Study Recommendations:
– Implement a comprehensive nutrition strategy that addresses both nutrition-specific and nutrition-sensitive interventions.
– Focus on interventions for children aged 24-59 months.
– Prioritize education for mothers and improve maternal nutrition to reduce stunting.
Key Role Players:
– Ministries of Health or relevant government-owned agencies in South Asian countries.
– Inner City Fund (ICF) International for technical support.
– Researchers and experts in the field of child nutrition.
Cost Items for Planning Recommendations:
– Education programs for mothers.
– Nutrition-specific interventions such as supplementation programs.
– Nutrition-sensitive interventions such as improving access to healthcare and sanitation.

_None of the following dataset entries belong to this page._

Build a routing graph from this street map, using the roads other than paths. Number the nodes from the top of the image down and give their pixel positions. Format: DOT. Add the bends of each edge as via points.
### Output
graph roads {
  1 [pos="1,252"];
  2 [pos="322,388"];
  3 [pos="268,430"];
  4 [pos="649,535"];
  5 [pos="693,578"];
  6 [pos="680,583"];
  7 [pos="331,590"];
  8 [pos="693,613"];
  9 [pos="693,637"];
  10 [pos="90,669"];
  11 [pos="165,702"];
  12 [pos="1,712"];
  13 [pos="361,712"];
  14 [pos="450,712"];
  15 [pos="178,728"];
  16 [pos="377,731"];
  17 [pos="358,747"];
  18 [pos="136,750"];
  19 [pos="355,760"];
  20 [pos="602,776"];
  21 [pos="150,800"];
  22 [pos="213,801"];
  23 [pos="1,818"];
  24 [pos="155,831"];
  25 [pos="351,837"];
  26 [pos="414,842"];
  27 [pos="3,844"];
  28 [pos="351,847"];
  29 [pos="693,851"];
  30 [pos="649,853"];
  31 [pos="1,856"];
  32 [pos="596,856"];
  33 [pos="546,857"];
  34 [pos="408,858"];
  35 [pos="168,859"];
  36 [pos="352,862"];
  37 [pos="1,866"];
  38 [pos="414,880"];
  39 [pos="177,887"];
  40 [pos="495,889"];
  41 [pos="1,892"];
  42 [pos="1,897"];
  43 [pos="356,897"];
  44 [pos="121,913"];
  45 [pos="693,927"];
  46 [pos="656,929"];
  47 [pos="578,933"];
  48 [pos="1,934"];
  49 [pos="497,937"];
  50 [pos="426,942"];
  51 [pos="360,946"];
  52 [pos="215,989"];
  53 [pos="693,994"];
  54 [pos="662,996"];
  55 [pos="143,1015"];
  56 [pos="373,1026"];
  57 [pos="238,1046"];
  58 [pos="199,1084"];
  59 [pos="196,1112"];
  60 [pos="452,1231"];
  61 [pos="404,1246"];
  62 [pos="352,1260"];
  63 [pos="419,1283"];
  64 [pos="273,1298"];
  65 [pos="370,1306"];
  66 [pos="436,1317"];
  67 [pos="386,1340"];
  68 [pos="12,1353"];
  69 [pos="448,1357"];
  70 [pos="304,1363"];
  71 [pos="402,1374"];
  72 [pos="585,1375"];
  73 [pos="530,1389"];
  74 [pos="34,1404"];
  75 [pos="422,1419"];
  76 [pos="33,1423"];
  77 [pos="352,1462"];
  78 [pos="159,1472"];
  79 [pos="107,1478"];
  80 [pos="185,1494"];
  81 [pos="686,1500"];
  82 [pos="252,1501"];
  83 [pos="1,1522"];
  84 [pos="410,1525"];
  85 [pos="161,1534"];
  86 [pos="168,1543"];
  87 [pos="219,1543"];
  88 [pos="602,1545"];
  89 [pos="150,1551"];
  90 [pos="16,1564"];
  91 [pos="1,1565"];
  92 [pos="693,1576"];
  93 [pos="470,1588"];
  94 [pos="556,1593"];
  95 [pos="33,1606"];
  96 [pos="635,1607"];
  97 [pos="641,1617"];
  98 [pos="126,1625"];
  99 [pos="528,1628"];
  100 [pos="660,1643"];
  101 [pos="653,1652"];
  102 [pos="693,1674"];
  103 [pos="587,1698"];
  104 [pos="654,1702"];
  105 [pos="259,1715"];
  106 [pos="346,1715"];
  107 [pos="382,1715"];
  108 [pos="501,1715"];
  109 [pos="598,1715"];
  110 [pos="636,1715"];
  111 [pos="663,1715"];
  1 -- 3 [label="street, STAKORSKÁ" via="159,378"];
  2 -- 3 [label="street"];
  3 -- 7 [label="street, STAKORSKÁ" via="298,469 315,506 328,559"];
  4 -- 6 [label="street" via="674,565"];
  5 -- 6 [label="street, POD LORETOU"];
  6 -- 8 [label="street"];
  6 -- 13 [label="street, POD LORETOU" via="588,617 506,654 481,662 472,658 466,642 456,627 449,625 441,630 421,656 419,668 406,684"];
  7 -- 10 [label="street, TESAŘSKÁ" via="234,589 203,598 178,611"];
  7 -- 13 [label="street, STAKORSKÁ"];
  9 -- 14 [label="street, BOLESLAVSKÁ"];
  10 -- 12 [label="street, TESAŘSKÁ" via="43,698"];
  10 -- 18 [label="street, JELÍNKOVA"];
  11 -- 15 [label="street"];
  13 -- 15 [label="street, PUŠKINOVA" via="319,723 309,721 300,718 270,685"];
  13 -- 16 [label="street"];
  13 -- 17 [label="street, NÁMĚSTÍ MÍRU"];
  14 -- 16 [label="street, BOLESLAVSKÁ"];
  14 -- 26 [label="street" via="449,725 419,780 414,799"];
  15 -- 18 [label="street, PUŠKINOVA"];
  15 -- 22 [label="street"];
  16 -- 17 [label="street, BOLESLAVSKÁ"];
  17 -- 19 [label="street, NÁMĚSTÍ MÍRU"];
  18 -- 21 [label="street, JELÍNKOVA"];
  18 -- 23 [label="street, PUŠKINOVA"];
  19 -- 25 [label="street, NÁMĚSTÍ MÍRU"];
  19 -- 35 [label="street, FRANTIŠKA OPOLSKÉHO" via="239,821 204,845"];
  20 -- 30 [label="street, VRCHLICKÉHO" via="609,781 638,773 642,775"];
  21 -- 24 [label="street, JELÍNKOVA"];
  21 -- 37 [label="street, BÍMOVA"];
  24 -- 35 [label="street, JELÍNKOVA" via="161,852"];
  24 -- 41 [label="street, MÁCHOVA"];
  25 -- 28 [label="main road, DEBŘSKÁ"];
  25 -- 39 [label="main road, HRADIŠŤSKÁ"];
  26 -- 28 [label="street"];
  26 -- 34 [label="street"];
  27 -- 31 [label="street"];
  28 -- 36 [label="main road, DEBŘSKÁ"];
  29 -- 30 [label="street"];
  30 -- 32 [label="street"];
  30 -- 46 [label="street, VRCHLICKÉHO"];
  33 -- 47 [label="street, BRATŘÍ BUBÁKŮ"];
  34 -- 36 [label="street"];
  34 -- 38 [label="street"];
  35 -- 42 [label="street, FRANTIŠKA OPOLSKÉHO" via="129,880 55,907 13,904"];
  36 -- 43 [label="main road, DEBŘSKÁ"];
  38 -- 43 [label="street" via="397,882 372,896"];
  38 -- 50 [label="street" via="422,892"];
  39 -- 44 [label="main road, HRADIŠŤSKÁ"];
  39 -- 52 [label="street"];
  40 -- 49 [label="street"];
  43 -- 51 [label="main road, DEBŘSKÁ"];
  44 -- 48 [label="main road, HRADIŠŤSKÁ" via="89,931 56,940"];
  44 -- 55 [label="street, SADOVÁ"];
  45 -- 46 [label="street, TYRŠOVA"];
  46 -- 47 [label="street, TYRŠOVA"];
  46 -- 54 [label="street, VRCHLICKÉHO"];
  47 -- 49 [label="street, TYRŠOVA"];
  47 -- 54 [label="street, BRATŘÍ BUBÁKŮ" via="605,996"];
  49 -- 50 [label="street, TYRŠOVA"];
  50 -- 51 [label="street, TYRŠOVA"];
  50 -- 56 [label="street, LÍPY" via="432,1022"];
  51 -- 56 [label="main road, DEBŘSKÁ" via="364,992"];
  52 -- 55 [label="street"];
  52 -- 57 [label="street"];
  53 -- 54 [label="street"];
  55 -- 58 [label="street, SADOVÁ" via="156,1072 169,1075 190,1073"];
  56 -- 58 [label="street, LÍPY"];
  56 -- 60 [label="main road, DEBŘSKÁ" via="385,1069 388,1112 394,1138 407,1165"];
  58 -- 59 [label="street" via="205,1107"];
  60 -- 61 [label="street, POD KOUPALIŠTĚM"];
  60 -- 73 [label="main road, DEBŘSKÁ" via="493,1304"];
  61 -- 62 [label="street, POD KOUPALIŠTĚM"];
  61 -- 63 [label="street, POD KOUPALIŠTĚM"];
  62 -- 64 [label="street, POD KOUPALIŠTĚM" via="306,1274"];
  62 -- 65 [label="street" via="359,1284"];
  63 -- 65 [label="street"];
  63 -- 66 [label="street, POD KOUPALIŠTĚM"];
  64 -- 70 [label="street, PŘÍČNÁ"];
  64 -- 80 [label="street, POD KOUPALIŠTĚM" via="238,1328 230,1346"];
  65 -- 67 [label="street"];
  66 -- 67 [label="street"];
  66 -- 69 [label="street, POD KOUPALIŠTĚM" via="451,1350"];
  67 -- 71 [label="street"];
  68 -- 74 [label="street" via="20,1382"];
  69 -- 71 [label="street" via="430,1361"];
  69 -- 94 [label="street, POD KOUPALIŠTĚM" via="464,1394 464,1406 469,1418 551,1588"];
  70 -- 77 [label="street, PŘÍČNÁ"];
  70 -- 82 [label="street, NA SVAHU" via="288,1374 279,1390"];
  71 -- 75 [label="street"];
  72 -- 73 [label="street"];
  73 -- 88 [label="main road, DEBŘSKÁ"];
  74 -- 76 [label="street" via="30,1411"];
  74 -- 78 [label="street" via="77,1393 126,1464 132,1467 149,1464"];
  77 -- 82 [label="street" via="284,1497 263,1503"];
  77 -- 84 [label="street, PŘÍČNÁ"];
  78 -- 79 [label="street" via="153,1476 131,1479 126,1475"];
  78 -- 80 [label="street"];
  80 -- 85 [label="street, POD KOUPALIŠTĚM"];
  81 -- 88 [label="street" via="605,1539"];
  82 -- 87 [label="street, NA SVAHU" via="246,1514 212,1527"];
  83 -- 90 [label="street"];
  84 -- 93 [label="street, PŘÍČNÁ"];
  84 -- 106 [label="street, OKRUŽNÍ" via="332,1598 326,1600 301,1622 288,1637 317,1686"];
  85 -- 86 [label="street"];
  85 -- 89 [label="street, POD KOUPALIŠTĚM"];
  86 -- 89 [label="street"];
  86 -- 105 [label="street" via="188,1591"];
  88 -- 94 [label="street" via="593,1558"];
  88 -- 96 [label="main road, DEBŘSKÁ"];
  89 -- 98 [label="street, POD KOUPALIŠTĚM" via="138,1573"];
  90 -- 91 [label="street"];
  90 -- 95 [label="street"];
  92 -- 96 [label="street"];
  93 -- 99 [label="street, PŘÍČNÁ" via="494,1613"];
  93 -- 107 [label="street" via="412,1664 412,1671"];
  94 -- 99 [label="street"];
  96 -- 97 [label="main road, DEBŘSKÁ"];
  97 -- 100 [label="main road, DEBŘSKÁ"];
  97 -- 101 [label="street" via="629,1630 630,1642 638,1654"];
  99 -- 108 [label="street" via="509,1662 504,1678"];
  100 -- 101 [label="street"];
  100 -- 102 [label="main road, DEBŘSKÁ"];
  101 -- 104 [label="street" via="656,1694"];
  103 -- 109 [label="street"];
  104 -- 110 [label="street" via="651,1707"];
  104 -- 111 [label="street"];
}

– Research and data collection to monitor progress and evaluate the effectiveness of interventions.

The strength of evidence for this abstract is 8 out of 10.
The evidence in the abstract is strong because it is based on a large sample size of 564,518 children from five South Asian countries. The study utilized nationally representative and population-based surveys, collected by country-specific ministries of health or other relevant government-owned agencies. The analysis used multiple logistic regression analyses that adjusted for clustering and sampling weights. The study findings are supported by adjusted odds ratios (AORs) and their 95% confidence intervals (CIs). To improve the evidence, the abstract could provide more information on the specific methods used in the analysis, such as the variables included in the regression models and any potential limitations of the study.

South Asia continues to be the global hub for child undernutrition with 35% of children still stunted in 2017. This paper aimed to identify factors associated with stunting among children aged 0–23 months, 24–59 months, and 0–59 months in South Asia. A weighted sample of 564,518 children aged 0–59 months from the most recent Demographic and Health Surveys (2014–2018) was combined of five countries in South Asia. Multiple logistic regression analyses that adjusted for clustering and sampling weights were used to examine associated factors. The common factors associated with stunting in three age groups were mothers with no schooling ([adjusted odds ratio (AOR) for 0–23 months = 1.65; 95% CI: (1.29, 2.13)]; [AOR for 24–59 months = AOR = 1.46; 95% CI: (1.27, 1.69)] and [AOR for 0–59 months = AOR = 1.59; 95% CI: (1.34, 1. 88)]) and maternal short stature (height < 150 cm) ([AOR for 0–23 months = 2.00; 95% CI: (1.51, 2.65)]; [AOR for 24–59 months = 3.63; 95% CI: (2.87, 4.60)] and [AOR for 0–59 months = 2.87; 95% CI: (2.37, 3.48)]). Study findings suggest the need for a balanced and integrated nutrition strategy that incorporates nutrition-specific and nutrition-sensitive interventions with an increased focus on interventions for children aged 24–59 months.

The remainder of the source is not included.